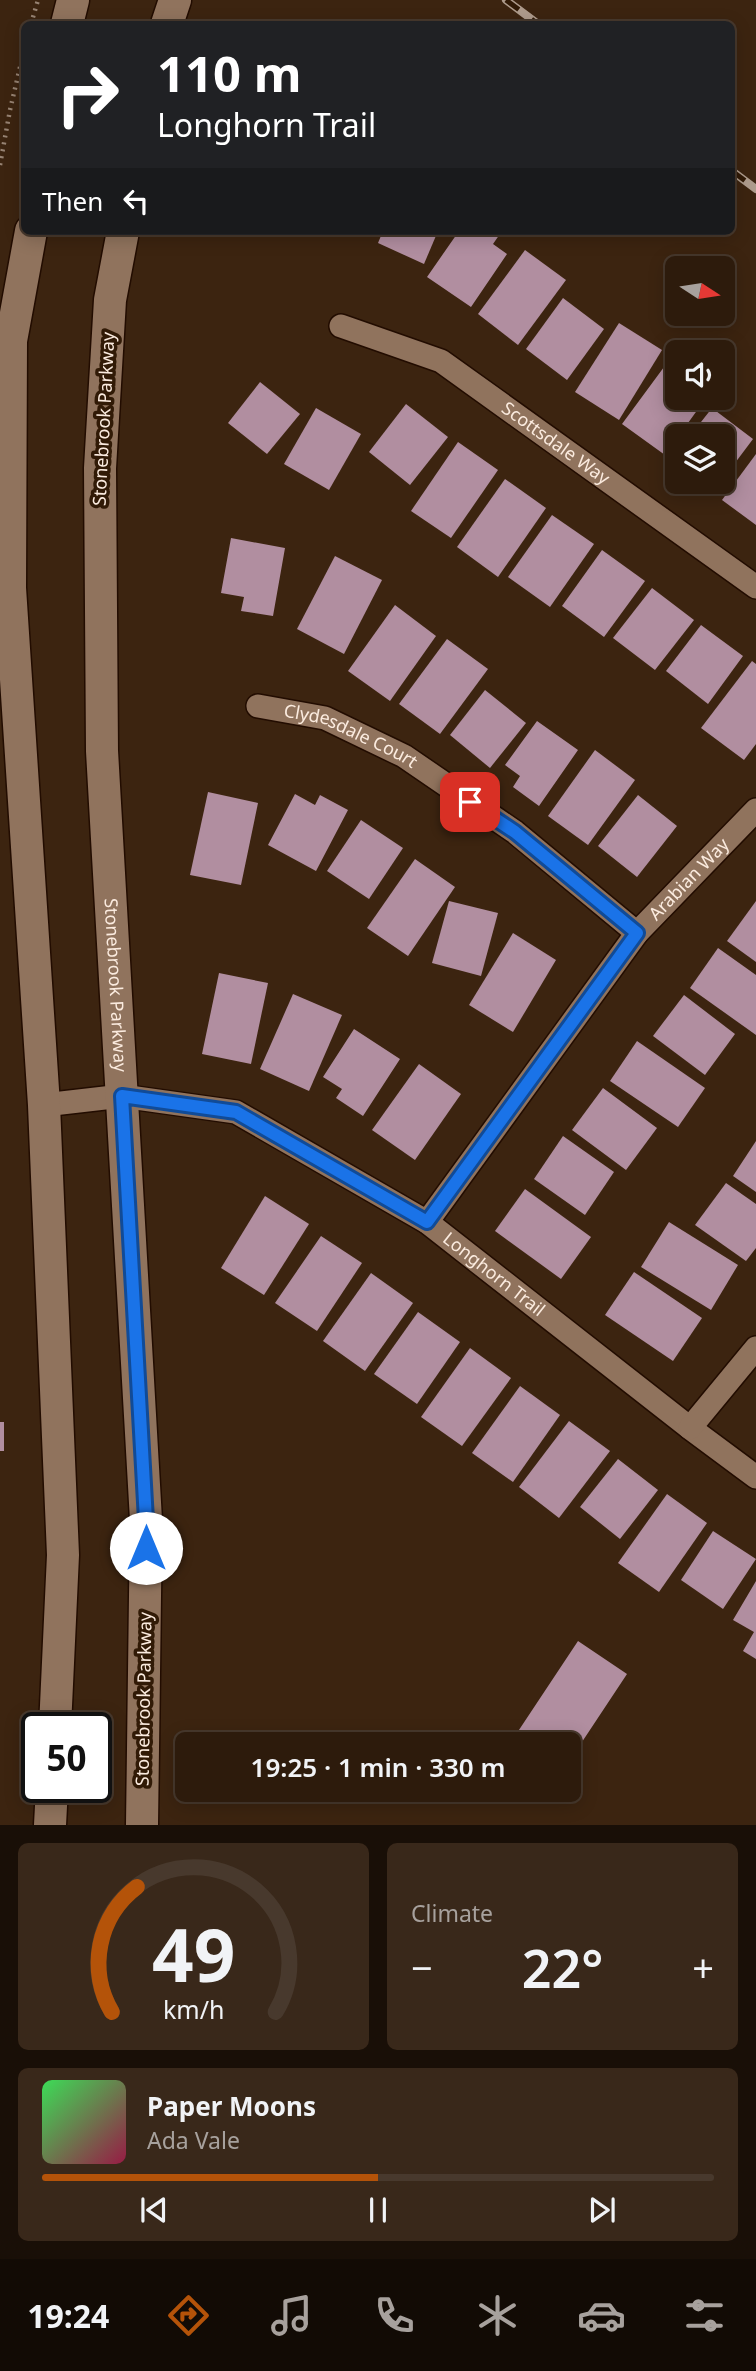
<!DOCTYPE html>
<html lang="en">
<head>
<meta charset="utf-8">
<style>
  :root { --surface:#2d1b0c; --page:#39281a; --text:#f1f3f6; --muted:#a7a19d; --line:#48392d; --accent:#b45309 }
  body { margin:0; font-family:"Noto Sans",sans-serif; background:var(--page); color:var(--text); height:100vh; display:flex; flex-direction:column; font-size:26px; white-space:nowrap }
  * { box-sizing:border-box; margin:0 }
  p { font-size:23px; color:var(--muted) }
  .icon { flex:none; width:38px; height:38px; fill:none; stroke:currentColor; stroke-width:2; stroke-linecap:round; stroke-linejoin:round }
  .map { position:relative; height:1825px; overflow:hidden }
  .details { display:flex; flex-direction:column; gap:18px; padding:18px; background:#190f07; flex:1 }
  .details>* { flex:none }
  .banner { position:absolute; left:21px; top:21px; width:714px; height:214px; border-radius:10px; box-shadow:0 4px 18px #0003,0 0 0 2px var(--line); background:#202124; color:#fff; overflow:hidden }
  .needle { width:46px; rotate:102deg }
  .controls { position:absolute; left:665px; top:256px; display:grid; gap:14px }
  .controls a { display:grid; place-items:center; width:70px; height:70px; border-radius:10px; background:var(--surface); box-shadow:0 4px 18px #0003,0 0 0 2px var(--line); font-size:35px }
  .speed { position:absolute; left:21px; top:1712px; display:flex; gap:14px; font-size:35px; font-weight:700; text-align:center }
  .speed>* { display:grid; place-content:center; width:91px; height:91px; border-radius:50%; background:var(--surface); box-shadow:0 4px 18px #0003,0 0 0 2px var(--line); line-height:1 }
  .speed .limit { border:4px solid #111; border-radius:10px; background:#fff; color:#111 }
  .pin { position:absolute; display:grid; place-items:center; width:60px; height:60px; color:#fff; margin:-30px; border-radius:14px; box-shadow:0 4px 10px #0006 }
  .me { position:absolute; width:77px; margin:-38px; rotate:0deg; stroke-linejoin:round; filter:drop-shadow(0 0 5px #0008) }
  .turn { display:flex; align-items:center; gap:24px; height:147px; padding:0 21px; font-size:32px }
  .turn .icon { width:91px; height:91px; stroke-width:2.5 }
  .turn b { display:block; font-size:49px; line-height:60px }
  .then { display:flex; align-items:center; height:66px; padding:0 21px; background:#0003; gap:14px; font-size:26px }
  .big { font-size:52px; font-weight:600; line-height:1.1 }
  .details .card { flex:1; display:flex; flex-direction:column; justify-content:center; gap:10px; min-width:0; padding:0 24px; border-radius:10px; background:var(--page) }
  .details .dial { align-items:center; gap:0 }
  .dial svg { height:182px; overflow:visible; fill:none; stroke:var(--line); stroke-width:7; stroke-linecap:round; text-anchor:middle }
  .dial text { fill:var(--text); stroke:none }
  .song { display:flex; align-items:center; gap:21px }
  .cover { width:84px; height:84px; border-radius:10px; background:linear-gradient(135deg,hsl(130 70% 55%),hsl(340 70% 35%)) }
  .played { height:7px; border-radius:4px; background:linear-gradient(90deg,var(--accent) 50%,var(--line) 50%) }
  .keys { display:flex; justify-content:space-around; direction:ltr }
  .heat { display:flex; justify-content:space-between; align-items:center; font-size:38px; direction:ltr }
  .details .tiles { flex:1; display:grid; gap:18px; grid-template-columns:1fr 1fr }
  .card:last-child { grid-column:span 2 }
  .trip { position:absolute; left:175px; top:1732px; width:406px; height:70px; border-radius:10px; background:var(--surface); box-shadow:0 4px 18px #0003,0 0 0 2px var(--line); font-weight:600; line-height:70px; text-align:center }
  .menu { display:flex; height:112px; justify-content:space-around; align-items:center; background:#120b05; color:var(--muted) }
  .menu .icon { width:49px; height:49px }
  .menu .current { color:var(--accent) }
  .menu b { font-size:32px; color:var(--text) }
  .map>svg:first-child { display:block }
  .building { fill:#b18ea0 }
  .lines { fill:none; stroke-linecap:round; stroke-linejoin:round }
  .minor-casing { stroke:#220c00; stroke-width:26 }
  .secondary-casing { stroke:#220c00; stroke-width:35 }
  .path { stroke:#978373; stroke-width:4.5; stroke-dasharray:2 5; stroke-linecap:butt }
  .minor { stroke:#90735d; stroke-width:23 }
  .secondary { stroke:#90735d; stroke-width:32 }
  .rail-casing { stroke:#ae9b8c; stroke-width:8 }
  .rail { stroke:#311a06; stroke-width:5; stroke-dasharray:16; stroke-linecap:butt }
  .route-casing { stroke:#114b97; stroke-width:18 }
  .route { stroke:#1a73e8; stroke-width:12 }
  .labels { text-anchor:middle; stroke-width:7; stroke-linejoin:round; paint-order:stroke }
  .street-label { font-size:18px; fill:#fbebdf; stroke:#311a06 }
</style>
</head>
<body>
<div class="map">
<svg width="756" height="1825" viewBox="0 0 756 1825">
  <rect width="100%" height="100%" fill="#3c2410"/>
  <g class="building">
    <path d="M383 231H438L424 264 378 243Z"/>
    <path d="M459 231H502L493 244 507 254 471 307 427 277Z"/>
    <path d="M525 250 566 280 518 345 478 314Z"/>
    <path d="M563 298 604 329 567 380 526 349Z"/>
    <path d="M619 323 662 350 619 420 575 392Z"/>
    <path d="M664 367 677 377V397L706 398 665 455 622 424Z"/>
    <path d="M260 382 300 414 267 454 228 423Z"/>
    <path d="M406 404 448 437 410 485 369 452Z"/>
    <path d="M316 408 361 434 329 490 284 464Z"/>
    <path d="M712 408 753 439 723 479V436H690Z"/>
    <path d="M458 442 498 470 451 538 411 511Z"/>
    <path d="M756 454V525L722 500Z"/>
    <path d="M505 479 546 508 498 577 457 547Z"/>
    <path d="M703 481H721L715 490Z"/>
    <path d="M552 515 594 544 550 607 508 577Z"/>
    <path d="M231 538 285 548 273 616 241 611 244 597 221 593Z"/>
    <path d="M602 550 645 581 604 637 562 606Z"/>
    <path d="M335 556 382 580 344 654 297 629Z"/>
    <path d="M652 588 694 620 655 670 613 638Z"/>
    <path d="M395 605 436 636 390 701 348 671Z"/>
    <path d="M701 625 743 656 708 704 666 671Z"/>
    <path d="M447 639 488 669 440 734 399 704Z"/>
    <path d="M752 661 756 664V744L744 760 701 728Z"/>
    <path d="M485 690 526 723 490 768 450 735Z"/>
    <path d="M537 721 578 750 539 806 513 787 520 776 505 765Z"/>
    <path d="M595 750 635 780 588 845 548 816Z"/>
    <path d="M208 792 258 803 241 885 190 875Z"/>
    <path d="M295 794 315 805 320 795 348 810 316 871 268 845Z"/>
    <path d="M638 795 677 826 637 877 598 846Z"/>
    <path d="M361 820 403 848 369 899 327 871Z"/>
    <path d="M415 859 455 887 408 956 367 928Z"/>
    <path d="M449 901 498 913 481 976 432 963Z"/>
    <path d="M756 901V962L727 941Z"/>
    <path d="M513 933 556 960 513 1032 469 1005Z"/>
    <path d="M718 948 756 975V1035L690 988Z"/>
    <path d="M219 973 268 983 251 1064 202 1054Z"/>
    <path d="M293 994 342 1015 309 1091 260 1069Z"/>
    <path d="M684 995 735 1034 705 1075 653 1036Z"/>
    <path d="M354 1029 400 1059 363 1116 336 1098 342 1089 323 1077Z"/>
    <path d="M637 1041 705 1088 678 1127 610 1081Z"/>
    <path d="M419 1064 461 1094 415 1160 372 1130Z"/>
    <path d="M603 1088 657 1128 626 1170 572 1130Z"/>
    <path d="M563 1136 614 1172 585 1215 534 1179Z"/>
    <path d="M756 1141V1192L733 1176Z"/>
    <path d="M726 1183 756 1204V1248L746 1261 695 1225Z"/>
    <path d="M525 1189 591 1237 561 1279 495 1231Z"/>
    <path d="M265 1196 309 1224 264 1295 221 1268Z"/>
    <path d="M669 1222 738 1265 711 1310 641 1267Z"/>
    <path d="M321 1236 362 1263 317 1331 275 1303Z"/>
    <path d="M634 1272 702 1318 673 1361 605 1315Z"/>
    <path d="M371 1273 413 1303 365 1371 323 1341Z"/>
    <path d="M418 1312 460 1342 417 1404 374 1374Z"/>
    <path d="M470 1348 511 1378 462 1446 421 1417Z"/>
    <path d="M520 1386 560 1415 513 1482 472 1453Z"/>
    <path d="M569 1421 610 1451 559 1518 519 1487Z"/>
    <rect x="0" y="1422" width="4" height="29"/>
    <path d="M618 1459 658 1490 620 1539 580 1507Z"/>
    <path d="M667 1494 707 1523 659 1592 618 1563Z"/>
    <path d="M713 1531 756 1559 723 1609 681 1580Z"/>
    <path d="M756 1581V1659L743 1651 754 1632 733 1620Z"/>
    <path d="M578 1641 627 1674 578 1748 552 1731 542 1745H509Z"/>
  </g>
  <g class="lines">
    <g class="minor-casing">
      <g id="minor">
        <path id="s1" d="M341 326 441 361 756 587"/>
        <path id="s2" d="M258 706 325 718 404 756 515 832 637 933"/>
        <path id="s3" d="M44 1105 122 1096 236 1112 427 1222 690 1428 756 1477"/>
        <path id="s4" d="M427 1222 637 933 756 810"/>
        <path d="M690 1428 756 1348"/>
      </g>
    </g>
    <g class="secondary-casing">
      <g id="secondary">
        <path d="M67 24 73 0"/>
        <path d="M167 24 175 0"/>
        <path d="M31 231 11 341 10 588 44 1105 63 1555 55 1727"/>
        <path id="s5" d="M123 231 110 300 100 468 102 751 146 1520 142 1825"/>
        <path d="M50 1825 52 1787"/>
      </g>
    </g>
    <g class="path">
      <path d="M31 24 38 0"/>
      <path d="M0 165 10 110 24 50"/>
    </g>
    <use href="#minor" class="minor"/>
    <use href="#secondary" class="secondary"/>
    <g class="rail-casing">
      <g id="rail">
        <path d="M506 0 538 24"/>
        <path d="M732 171 756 189"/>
      </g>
    </g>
    <use href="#rail" class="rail"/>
  </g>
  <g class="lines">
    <g class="route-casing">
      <path id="route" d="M146 1548V1520L122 1096 236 1112 427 1222 637 933 515 832 470 802"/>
    </g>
    <use href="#route" class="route"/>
  </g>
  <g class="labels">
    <g class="street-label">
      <text transform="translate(104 419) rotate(-87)" y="6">Stonebrook Parkway</text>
      <text dy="6" stroke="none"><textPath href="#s1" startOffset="247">Scottsdale Way</textPath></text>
      <text dy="6" stroke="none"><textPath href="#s2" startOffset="98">Clydesdale Court</textPath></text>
      <text dy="6" stroke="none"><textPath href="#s4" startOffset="432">Arabian Way</textPath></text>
      <text dy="6" stroke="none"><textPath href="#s5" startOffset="756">Stonebrook Parkway</textPath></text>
      <text dy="6" stroke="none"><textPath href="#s3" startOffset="499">Longhorn Trail</textPath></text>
      <text transform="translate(144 1699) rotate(-89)" y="6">Stonebrook Parkway</text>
    </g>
  </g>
</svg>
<div class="controls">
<a><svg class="needle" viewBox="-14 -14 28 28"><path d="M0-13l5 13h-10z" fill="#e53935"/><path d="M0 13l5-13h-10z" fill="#a7a19d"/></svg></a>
<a><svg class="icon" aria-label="sound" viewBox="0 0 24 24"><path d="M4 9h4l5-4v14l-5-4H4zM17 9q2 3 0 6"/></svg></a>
<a><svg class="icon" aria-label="layers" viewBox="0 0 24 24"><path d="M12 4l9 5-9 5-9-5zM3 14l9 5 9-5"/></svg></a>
</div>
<div class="speed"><div class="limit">50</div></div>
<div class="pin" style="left:470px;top:802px;background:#d93025"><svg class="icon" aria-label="arrive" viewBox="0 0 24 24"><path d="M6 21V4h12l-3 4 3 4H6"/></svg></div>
<svg class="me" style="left:146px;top:1548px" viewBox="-20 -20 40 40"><circle r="19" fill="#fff"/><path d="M0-13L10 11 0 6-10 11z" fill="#1a73e8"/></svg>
<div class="trip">19:25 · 1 min · 330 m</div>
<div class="banner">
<div class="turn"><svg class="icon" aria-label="right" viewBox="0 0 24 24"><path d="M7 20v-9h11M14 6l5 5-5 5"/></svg><div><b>110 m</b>Longhorn Trail</div></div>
<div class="then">Then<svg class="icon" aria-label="left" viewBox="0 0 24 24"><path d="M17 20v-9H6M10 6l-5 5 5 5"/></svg></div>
</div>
</div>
<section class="details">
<div class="tiles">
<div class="card dial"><svg viewBox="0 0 100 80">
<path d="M14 69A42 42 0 1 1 86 69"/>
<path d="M14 69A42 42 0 0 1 25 14" stroke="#b45309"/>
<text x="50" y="56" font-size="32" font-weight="700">49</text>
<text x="50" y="72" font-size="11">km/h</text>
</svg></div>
<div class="card"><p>Climate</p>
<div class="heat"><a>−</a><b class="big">22°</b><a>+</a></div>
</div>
<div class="card">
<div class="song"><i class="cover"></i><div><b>Paper Moons</b><p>Ada Vale</p></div></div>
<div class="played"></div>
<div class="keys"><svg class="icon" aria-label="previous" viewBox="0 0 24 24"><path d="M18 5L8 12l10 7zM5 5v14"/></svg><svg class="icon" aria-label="pause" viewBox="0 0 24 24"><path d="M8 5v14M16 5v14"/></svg><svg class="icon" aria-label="next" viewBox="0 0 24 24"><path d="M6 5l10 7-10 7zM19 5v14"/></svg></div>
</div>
</div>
</section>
<nav class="menu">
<b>19:24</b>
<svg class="icon current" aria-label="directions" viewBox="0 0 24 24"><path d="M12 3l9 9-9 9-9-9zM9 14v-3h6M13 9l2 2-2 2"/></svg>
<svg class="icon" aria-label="music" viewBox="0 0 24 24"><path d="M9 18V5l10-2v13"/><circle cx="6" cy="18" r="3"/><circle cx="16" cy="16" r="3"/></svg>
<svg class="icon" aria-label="phone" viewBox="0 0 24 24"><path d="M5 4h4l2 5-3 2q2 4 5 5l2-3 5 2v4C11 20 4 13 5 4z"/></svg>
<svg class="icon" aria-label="climate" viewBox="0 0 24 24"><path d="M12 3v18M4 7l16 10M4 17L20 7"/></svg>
<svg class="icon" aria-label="car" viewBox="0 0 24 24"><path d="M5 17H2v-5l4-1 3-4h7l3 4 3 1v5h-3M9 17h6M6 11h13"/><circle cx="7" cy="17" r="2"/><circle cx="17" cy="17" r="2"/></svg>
<svg class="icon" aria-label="filters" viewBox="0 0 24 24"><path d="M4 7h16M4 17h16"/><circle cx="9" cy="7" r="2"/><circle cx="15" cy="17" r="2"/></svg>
</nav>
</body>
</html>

ABOUT THIS TASK =>
Where the word "place" occurs in a line of the entries above, count that line, and reply with the total only.

TASK RESULT =>
3